» **What is needed**
Below are the entries; state how many of their lines contain the string "wrist", and nothing more.
── Material for the task ──
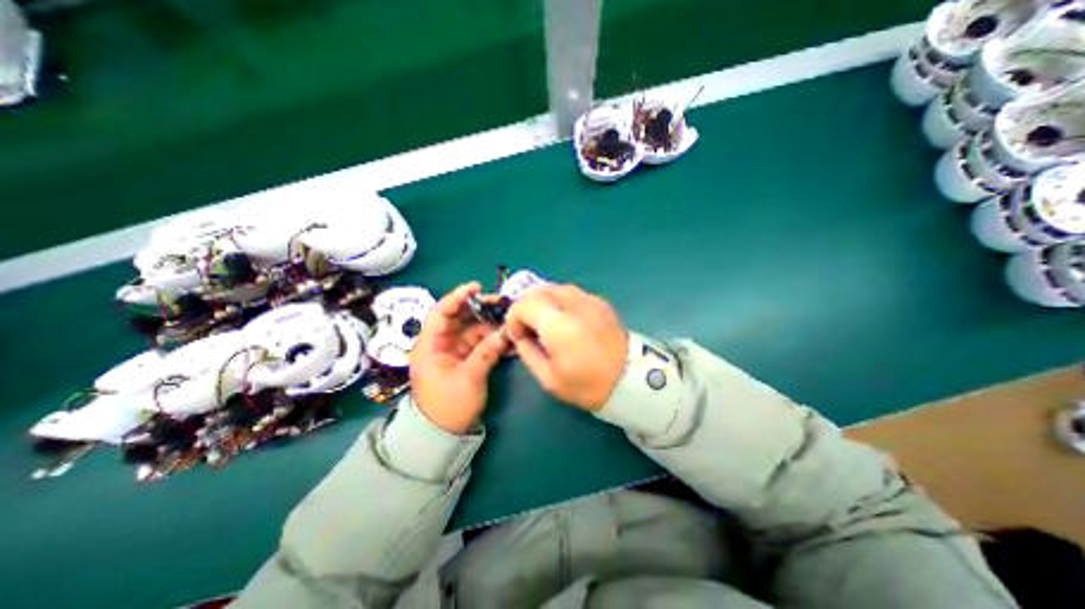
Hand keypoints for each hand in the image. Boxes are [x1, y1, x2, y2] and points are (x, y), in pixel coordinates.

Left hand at [409, 281, 510, 432]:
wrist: (443, 434)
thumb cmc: (448, 406)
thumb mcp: (468, 379)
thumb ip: (486, 353)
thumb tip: (505, 332)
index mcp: (430, 345)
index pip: (441, 313)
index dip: (457, 297)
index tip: (476, 287)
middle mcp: (440, 343)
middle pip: (459, 317)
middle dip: (479, 308)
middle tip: (501, 303)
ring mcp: (454, 350)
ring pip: (472, 328)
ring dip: (489, 323)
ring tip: (508, 318)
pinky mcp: (465, 358)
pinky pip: (479, 341)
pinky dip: (492, 337)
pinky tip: (507, 335)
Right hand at [503, 282, 628, 407]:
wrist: (630, 380)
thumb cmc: (588, 385)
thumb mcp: (549, 378)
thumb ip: (527, 351)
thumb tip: (520, 335)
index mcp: (558, 325)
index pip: (524, 304)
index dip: (513, 317)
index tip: (517, 335)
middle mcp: (573, 304)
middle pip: (537, 290)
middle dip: (525, 306)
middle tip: (527, 327)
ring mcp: (589, 300)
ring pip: (554, 287)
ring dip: (541, 301)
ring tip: (543, 322)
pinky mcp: (600, 301)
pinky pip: (570, 292)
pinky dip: (558, 301)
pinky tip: (563, 319)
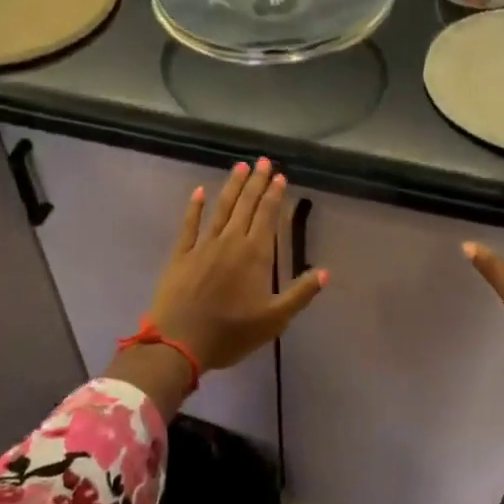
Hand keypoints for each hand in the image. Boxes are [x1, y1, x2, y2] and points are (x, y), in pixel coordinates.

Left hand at [143, 158, 327, 373]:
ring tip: (241, 166)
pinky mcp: (181, 255)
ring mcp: (203, 246)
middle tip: (263, 161)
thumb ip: (300, 293)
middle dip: (257, 182)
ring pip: (221, 209)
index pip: (267, 216)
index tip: (280, 176)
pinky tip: (200, 191)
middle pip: (246, 205)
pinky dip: (195, 207)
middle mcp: (231, 242)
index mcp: (256, 255)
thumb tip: (325, 272)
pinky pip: (189, 225)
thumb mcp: (274, 320)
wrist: (179, 342)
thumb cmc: (231, 333)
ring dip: (232, 186)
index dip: (275, 195)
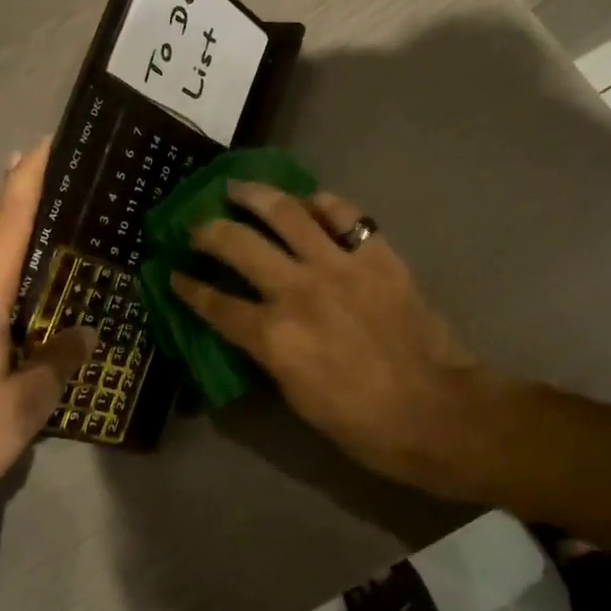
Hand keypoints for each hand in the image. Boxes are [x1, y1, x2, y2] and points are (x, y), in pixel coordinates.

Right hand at [170, 182, 491, 498]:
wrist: (436, 411)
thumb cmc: (363, 423)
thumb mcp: (297, 396)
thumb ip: (269, 351)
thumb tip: (252, 324)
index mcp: (275, 336)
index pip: (216, 304)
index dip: (189, 288)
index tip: (174, 274)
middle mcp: (298, 290)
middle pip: (239, 245)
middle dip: (208, 231)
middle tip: (197, 224)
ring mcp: (339, 266)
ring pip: (286, 213)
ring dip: (255, 195)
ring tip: (238, 187)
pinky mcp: (376, 255)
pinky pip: (344, 214)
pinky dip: (322, 203)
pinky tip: (309, 201)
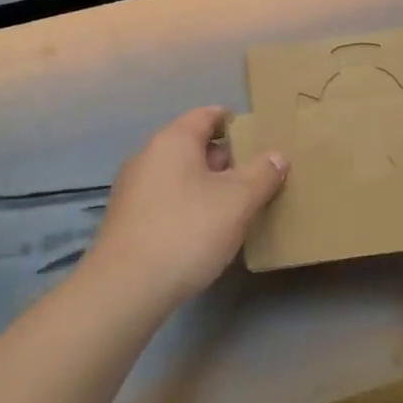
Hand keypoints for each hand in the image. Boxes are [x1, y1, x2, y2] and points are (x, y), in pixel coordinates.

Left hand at [84, 106, 287, 307]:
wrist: (126, 287)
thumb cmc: (187, 231)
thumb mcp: (237, 201)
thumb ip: (262, 175)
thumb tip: (277, 156)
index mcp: (173, 140)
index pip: (206, 115)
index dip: (234, 121)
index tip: (259, 136)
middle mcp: (148, 156)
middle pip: (193, 145)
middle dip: (225, 158)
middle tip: (256, 176)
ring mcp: (133, 188)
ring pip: (180, 175)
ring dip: (207, 184)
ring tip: (237, 205)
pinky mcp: (128, 219)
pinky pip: (167, 199)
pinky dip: (189, 204)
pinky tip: (205, 230)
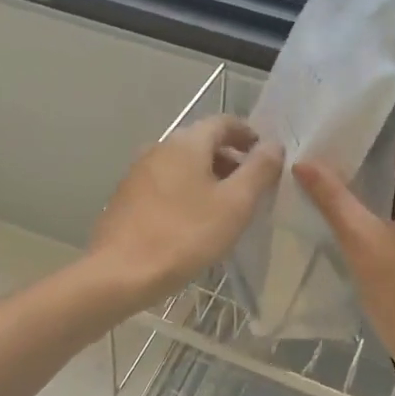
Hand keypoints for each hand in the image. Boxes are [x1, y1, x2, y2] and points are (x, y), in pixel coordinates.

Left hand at [88, 115, 283, 307]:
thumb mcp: (235, 204)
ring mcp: (139, 171)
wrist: (120, 273)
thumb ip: (259, 170)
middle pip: (202, 142)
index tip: (267, 157)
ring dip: (208, 176)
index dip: (249, 135)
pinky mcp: (127, 196)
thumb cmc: (185, 235)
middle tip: (252, 186)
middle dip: (230, 159)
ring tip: (226, 206)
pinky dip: (187, 191)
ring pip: (183, 164)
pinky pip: (166, 183)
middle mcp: (160, 147)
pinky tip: (194, 220)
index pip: (225, 122)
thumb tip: (274, 145)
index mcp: (187, 142)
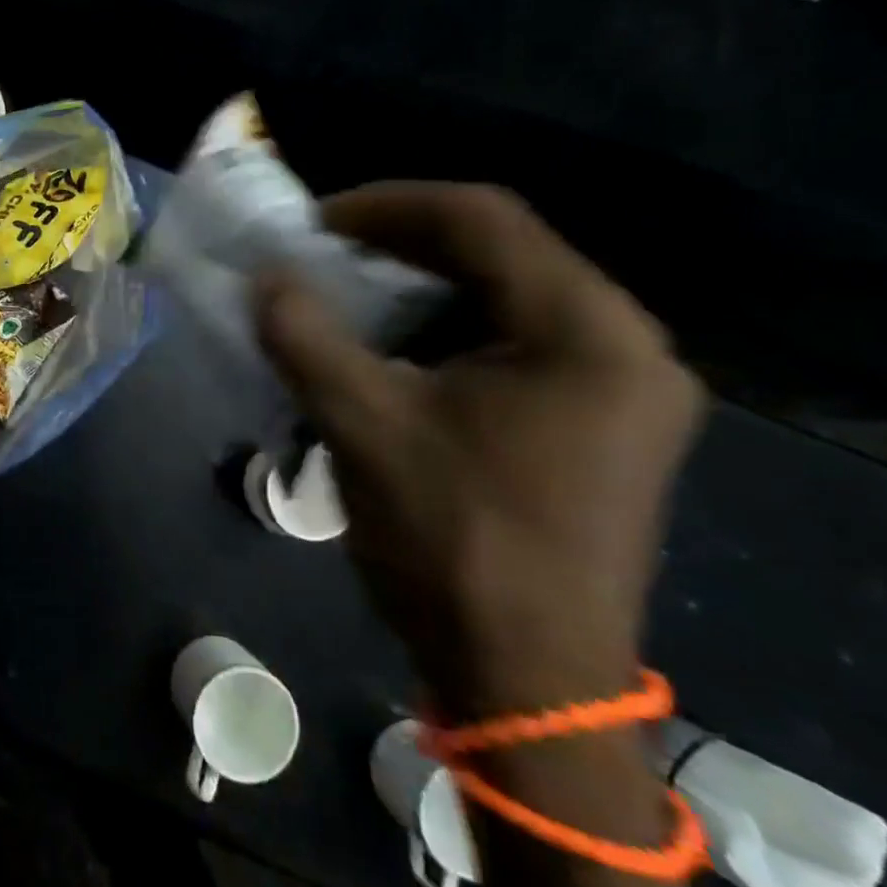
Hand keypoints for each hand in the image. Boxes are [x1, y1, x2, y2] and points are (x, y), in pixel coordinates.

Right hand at [255, 182, 704, 714]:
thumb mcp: (361, 425)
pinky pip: (516, 336)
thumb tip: (263, 275)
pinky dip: (447, 324)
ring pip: (507, 291)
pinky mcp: (601, 418)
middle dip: (399, 242)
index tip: (312, 224)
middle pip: (500, 248)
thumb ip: (303, 334)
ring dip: (421, 282)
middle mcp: (623, 341)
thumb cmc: (452, 542)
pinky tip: (395, 345)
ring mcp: (620, 383)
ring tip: (348, 293)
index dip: (385, 205)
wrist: (529, 681)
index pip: (481, 217)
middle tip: (322, 254)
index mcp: (585, 329)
───
» **Result of the exercise**
7